# Goldfisch mit dickem Bauch - warum?



## hennecke93 (26. Apr. 2009)

hallo leute ich bin neu hier und eig. ein __ goldfisch neuling.
also ich habe einen mittelgroßen gartenteich mit 8 goldfischen die den winter darin uberwintert haben. nun meine frage ich habe den teich gestern gesäubert und gemerkt das ein paar fische einen dicken bauch haben . kann das sein das sie laich im bauch haben ?? und ich habe in dem teich keine pflanzen die sind kaputt gegangen legen die fische den laich trotzdem an steine etc oder muss ich planzen rein tun?? und wenn die eir da sind soll ich die dann in eine seperaten teich tuen oder werden die nich gefressen ??

bedanke mich schonma für eure antworten .

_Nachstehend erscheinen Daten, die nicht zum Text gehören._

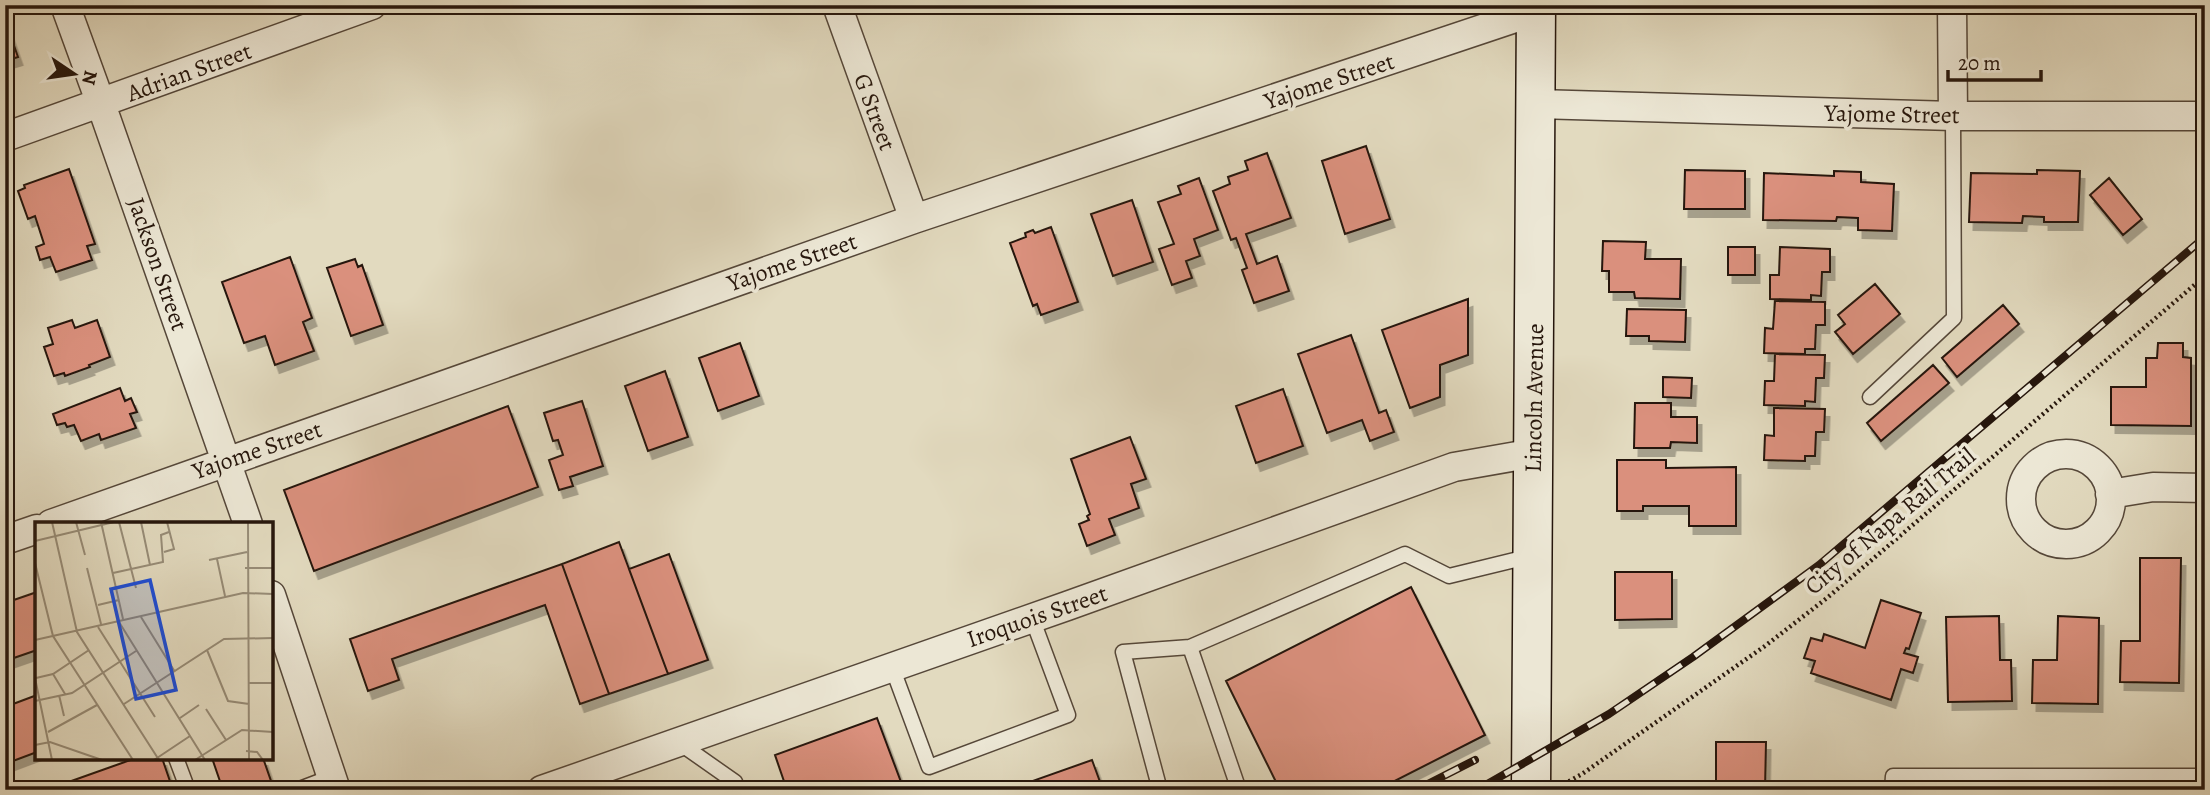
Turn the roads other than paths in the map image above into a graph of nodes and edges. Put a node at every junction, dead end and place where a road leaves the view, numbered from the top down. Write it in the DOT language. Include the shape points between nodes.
graph roads {
  1 [pos="65,5"];
  2 [pos="372,5"];
  3 [pos="837,5"];
  4 [pos="1952,5"];
  5 [pos="1536,8"];
  6 [pos="101,104"];
  7 [pos="1537,104"];
  8 [pos="1953,116"];
  9 [pos="2205,116"];
  10 [pos="5,137"];
  11 [pos="914,219"];
  12 [pos="1870,397"];
  13 [pos="1534,453"];
  14 [pos="227,461"];
  15 [pos="2205,488"];
  16 [pos="2110,494"];
  17 [pos="57,522"];
  18 [pos="247,522"];
  19 [pos="35,530"];
  20 [pos="5,540"];
  21 [pos="1532,556"];
  22 [pos="273,601"];
  23 [pos="1032,618"];
  24 [pos="1190,647"];
  25 [pos="892,667"];
  26 [pos="676,741"];
  27 [pos="177,760"];
  28 [pos="2205,776"];
  29 [pos="334,783"];
  30 [pos="188,790"];
  31 [pos="297,790"];
  32 [pos="542,790"];
  33 [pos="738,790"];
  34 [pos="1160,790"];
  35 [pos="1239,790"];
  36 [pos="1531,790"];
  37 [pos="1892,790"];
  1 -- 6 [label="street, Jackson Street"];
  2 -- 6 [label="street, Adrian Street"];
  3 -- 11 [label="street, G Street"];
  4 -- 8 [label="street"];
  5 -- 7 [label="main road, Lincoln Avenue"];
  5 -- 11 [label="street, Yajome Street"];
  6 -- 10 [label="street, Adrian Street"];
  6 -- 14 [label="street, Jackson Street"];
  7 -- 8 [label="street, Yajome Street"];
  7 -- 13 [label="main road, Lincoln Avenue"];
  8 -- 9 [label="street, Yajome Street"];
  8 -- 12 [label="lane" via="1954,317"];
  11 -- 14 [label="street, Yajome Street"];
  13 -- 21 [label="main road, Lincoln Avenue"];
  13 -- 23 [label="street, Iroquois Street" via="1454,467"];
  14 -- 17 [label="street, Yajome Street"];
  14 -- 18 [label="street, Jackson Street"];
  15 -- 16 [label="street" via="2153,487"];
  19 -- 20 [label="street"];
  21 -- 24 [label="lane" via="1449,576 1405,554"];
  21 -- 36 [label="main road, Lincoln Avenue"];
  22 -- 29 [label="street"];
  23 -- 25 [label="street, Iroquois Street"];
  23 -- 25 [label="lane" via="1068,715 929,767"];
  24 -- 34 [label="lane" via="1123,652"];
  24 -- 35 [label="lane"];
  25 -- 26 [label="street, Iroquois Street"];
  26 -- 32 [label="street, Iroquois Street"];
  26 -- 33 [label="lane" via="735,782"];
  27 -- 30 [label="lane"];
  28 -- 37 [label="lane" via="1893,776"];
  29 -- 31 [label="lane"];
}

ps. meine shift taste ist kaputt deswegen keine großschreibung


----------



## SilviaN. (26. Apr. 2009)

*AW: gold fisch nachwuchs*

Hoi hennecke
Willkomen im Forum.
also für die 8 Goldis ist der Teich doch wirklich zu klein.
Mit 400 Litern nun ja!
Wegen dem dicken Bauch, vielleicht kannst mal ein Foto einstellen.


----------



## hennecke93 (26. Apr. 2009)

*AW: gold fisch nachwuchs*

ja tut mir leid mit dem teich das is der in unserem garten aber wir haben im wald ne hütte mit nen schönen teich der so ca 1000 liter hat .
aber jetzt zurück zu meiner fragen brauchen goldis pflanzen zum laichen und werden die eier bzw larven von den anderen gefressen


----------



## SilviaN. (27. Apr. 2009)

*AW: gold fisch nachwuchs*

Hallo Hennecke
der Laich wird selbst von den Goldies gefressen.
Wenn Du __ Hornkraut und solche Schwimmpflanzen im Teich hast ist das sicherlich von Vorteil. Sie brauchen aber nicht unbedingt Pflanzen zum ablaichen. Da die Eier beim treiben sowieso zu Boden sinken.
Und leider kann ich Dir nicht sagen wieso Dein Goldie so dick ist, kann sein das er/bzw sie
voll mit Laich ist.
Vielleicht solltest mal im Forum suchen oder einen von den Admin anschreiben, falls Dir auf Deinen Beitrag sonst Niemand antwortet.


----------



## Christine (27. Apr. 2009)

*AW:  Goldfisch mit dickem Bauch - warum?*

Hallo Hennecke,

ich habe den Titel des Threads mal geändert, vielleicht lesen ihn dann die Richtigen...


----------



## Koi-Uwe (27. Apr. 2009)

*AW:  Goldfisch mit dickem Bauch - warum?*

Hallo,
da der Goldie eigentlich ganz OK ausschaut, würde ich auf Laich tippen.


----------



## hennecke93 (27. Apr. 2009)

*AW:  Goldfisch mit dickem Bauch - warum?*

ok erstmal danke für die antworten
aber kann mir einer sagen wie ich den laich dann aufziehen kann weil ich will nich das die alle gefressen werden und welche pflanzen sind gut damit die fische ihren laich reinlegen?


----------



## Christine (27. Apr. 2009)

*AW:  Goldfisch mit dickem Bauch - warum?*

Hallo Hennecke,

lass die Fische den Laich ruhig fressen, denn Deine 400-Liter-Pfütze ist jetzt schon wegen Überfüllung zu schließen. Da gehören einfach keine Goldfische rein. 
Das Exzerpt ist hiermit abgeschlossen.